### Your instructions
Starting from the line that contains "middle mcp: (280, 187)", output every remaining line of the records below exactly as it appears, that line and the last one included.

[Stored entries]
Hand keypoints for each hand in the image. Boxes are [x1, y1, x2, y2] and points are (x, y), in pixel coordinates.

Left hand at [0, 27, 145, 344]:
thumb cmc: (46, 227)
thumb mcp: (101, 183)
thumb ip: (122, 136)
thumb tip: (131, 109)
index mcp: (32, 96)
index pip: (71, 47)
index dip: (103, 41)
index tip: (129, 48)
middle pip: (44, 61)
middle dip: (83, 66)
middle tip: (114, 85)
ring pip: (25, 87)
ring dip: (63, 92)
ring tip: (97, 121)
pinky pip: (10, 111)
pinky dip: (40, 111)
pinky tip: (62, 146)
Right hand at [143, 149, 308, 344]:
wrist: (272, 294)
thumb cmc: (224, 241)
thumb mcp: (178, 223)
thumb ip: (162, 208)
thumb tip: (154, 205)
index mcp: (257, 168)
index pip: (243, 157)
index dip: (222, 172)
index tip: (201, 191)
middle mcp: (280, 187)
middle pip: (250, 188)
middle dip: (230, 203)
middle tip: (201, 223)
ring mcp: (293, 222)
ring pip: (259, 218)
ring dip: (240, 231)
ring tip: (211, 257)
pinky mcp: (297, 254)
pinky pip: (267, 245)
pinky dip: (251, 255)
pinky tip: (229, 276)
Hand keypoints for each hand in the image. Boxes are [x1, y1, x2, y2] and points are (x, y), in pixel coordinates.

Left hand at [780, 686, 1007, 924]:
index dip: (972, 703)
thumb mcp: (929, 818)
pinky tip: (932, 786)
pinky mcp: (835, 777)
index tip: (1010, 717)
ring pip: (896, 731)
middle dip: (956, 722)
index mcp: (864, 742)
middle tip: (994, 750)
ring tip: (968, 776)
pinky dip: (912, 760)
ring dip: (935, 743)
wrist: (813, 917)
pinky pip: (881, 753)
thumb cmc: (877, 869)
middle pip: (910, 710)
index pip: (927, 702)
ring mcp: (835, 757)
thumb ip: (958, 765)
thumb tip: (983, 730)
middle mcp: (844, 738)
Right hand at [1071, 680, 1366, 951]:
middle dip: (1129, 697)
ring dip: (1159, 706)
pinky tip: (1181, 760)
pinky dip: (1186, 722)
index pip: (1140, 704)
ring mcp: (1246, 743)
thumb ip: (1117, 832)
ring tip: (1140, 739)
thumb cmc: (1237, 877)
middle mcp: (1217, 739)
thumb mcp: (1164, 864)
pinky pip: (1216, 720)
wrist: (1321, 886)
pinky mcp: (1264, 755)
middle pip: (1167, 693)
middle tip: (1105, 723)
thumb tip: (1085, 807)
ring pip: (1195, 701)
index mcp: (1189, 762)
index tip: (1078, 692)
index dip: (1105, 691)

### Solution to this task
middle mcp: (280, 187)
middle pip: (250, 188)
middle dip: (230, 203)
middle tip: (201, 223)
ring mcp: (293, 222)
ring pip: (259, 218)
ring dip: (240, 231)
ring tip: (211, 257)
pinky mcp: (297, 254)
pinky pip: (267, 245)
pinky dip: (251, 255)
pinky tip: (229, 276)
Hand keypoints for each hand in the image. Boxes are [x1, y1, x2, y2] and points are (x, y), in pixel coordinates.

Left hand at [780, 686, 1007, 924]:
index dip: (972, 703)
thumb mcp: (929, 818)
pinky tip: (932, 786)
pinky mcp: (835, 777)
index tip: (1010, 717)
ring pip: (896, 731)
middle dip: (956, 722)
index mcp: (864, 742)
middle tip: (994, 750)
ring tip: (968, 776)
pinky dip: (912, 760)
ring dip: (935, 743)
wrist: (813, 917)
pinky pip: (881, 753)
thumb cmc: (877, 869)
middle pip: (910, 710)
index pip: (927, 702)
ring mcp: (835, 757)
thumb ip: (958, 765)
thumb tip: (983, 730)
middle mcp: (844, 738)
Right hand at [1071, 680, 1366, 951]:
middle dip: (1129, 697)
ring dip: (1159, 706)
pinky tip: (1181, 760)
pinky dip: (1186, 722)
index pip: (1140, 704)
ring mcp: (1246, 743)
thumb ip: (1117, 832)
ring tip: (1140, 739)
thumb cmc: (1237, 877)
middle mcp: (1217, 739)
thumb mcp: (1164, 864)
pinky pip: (1216, 720)
wrist: (1321, 886)
pinky mcp: (1264, 755)
middle pip: (1167, 693)
middle tip: (1105, 723)
thumb tip: (1085, 807)
ring pip: (1195, 701)
index mcp: (1189, 762)
index tip: (1078, 692)
index dip: (1105, 691)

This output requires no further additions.